I am guessing then that most of those little fish won't be legal come opening day. I have never been out there but I have to believe that many of those fish are typically kept after opening day. Should be interesting this year.


----------



## Cooley (Oct 20, 2003)

thousandcasts said:


> Hmmm...so what do they do, dump a bunch of old brood stock in there or something (judging by the size)? Or do they dump all shapes and sizes for a variety?



Here is the count for Huron river/Proud lake area.

Proud lake rec. 600 Browns 20-26 inches
100 Rainbows 25 inches
400 Rainbows 13 inches
2,500 Rainbows 7-8 inches

Spring Mill Pond 200 Browns 20-26 inches
50 Rainbows 25 inches
100 Rainbows 13 inches
1,000 Rainbows 7-8 inches


----------



## Shoeman (Aug 26, 2000)

I have a real problem with them stocking a bunch of undersized fish at Proud. Only a handful will make it to legal size before the temps do them in. Those fish would have been better spent somewhere else. 

Another DNR brain storm...


Mill Pond on the other hand does have a pretty good survival rate. My dad used to get them through the ice


----------



## Brian S (Apr 5, 2002)

Many fish just jump the dam at the foot bridge and move up into Proud Lake. I think that lake is deep enough that they can survive.


----------



## MAttt (Dec 15, 2004)

7 to 8 inchers are a waste and don't fight as good as a bluegill imo.
You can keep them at 8 inches in both places once the opener gets here but there's nothing on them to even bother with.

But the other numbers look good too me!
Thanks for posting them Cooley!

Mattt


----------



## unclecrash (Mar 3, 2007)

Brian S said:


> Many fish just jump the dam at the foot bridge and move up into Proud Lake. I think that lake is deep enough that they can survive.


Yup they will head up into proud lake and alot will wind up dropping over campdearborn dam.I have seen some hogs down below also so they can survive I have seen it!!!


----------



## dinoday (Feb 22, 2004)

Brian S said:


> Many fish just jump the dam at the foot bridge and move up into Proud Lake.
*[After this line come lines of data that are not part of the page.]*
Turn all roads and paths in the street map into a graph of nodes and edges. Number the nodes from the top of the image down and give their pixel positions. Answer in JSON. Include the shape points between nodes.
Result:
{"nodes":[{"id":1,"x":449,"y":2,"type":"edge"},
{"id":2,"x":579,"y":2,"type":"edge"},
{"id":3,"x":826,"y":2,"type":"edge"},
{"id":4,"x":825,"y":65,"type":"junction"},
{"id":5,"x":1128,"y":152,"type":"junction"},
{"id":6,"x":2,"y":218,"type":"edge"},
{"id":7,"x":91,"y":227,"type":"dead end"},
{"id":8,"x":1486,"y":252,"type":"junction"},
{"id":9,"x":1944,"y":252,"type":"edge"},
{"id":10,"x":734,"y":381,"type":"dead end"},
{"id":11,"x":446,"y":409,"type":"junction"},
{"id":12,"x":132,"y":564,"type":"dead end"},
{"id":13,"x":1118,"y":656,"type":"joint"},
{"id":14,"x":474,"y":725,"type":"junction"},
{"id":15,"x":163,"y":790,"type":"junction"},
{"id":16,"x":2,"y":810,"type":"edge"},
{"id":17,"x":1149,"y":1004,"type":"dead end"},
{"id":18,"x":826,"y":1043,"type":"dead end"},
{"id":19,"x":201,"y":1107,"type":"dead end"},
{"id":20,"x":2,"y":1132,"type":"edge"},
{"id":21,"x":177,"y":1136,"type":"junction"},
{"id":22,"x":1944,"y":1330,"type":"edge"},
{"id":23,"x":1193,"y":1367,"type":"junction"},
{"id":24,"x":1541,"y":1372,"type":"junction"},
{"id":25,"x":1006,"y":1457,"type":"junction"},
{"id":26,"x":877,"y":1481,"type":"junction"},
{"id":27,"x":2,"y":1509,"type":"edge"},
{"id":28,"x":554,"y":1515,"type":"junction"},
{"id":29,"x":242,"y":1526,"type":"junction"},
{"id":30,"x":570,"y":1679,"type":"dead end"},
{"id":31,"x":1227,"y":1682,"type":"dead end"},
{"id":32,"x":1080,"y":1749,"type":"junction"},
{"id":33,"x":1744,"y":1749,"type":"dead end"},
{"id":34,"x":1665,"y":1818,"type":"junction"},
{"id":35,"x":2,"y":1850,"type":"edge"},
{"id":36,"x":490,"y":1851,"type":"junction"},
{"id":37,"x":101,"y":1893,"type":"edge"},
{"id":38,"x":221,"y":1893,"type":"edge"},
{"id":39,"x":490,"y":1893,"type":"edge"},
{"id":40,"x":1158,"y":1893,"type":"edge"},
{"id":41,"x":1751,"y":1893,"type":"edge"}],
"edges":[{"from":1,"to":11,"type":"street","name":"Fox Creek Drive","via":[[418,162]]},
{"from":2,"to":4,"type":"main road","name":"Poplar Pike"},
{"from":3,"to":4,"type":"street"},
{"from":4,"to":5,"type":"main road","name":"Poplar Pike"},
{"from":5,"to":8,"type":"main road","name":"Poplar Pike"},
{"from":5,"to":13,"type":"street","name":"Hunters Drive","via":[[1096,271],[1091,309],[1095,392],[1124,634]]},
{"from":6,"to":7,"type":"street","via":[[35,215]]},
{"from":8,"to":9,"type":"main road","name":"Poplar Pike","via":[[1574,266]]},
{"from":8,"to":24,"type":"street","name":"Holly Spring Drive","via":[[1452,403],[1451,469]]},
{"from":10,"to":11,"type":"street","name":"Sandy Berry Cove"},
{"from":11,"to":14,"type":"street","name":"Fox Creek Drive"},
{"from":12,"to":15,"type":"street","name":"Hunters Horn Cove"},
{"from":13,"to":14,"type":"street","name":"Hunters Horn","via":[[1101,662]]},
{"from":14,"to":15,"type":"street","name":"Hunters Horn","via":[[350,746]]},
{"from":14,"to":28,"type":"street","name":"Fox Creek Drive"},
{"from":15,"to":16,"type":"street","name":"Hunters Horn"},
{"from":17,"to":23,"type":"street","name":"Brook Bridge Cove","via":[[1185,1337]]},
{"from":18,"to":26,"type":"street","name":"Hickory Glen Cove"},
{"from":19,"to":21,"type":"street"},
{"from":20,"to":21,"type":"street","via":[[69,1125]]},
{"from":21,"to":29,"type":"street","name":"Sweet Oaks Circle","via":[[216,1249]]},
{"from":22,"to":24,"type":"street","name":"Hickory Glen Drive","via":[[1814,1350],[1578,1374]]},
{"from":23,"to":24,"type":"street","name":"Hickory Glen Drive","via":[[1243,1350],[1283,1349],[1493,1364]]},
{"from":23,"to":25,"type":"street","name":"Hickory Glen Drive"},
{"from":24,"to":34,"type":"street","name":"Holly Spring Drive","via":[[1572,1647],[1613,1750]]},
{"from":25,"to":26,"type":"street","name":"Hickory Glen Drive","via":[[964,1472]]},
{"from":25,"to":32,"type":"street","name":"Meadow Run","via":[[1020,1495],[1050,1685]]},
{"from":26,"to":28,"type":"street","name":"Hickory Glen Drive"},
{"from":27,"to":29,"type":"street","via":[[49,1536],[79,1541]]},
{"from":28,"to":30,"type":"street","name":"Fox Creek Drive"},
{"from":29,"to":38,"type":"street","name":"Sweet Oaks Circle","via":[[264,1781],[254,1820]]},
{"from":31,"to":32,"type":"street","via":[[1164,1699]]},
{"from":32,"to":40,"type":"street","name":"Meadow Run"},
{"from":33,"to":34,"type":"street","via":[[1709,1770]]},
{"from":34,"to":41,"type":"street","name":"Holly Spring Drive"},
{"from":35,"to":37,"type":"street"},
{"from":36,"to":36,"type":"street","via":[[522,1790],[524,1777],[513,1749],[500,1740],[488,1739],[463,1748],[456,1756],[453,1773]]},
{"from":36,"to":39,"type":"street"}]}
I think that lake is deep enough that they can survive.


I've caught them out of the lake as late as July and heard of them though the ice,but haven't seen that myself.


----------



## bmoney1978 (Jan 31, 2007)

when can you legally keep em I forget is it May 1st?


----------



## flyfsh4trt (Mar 21, 2004)

bmoney1978 said:


> when can you legally keep em I forget is it May 1st?


last sat in april so the 28th


----------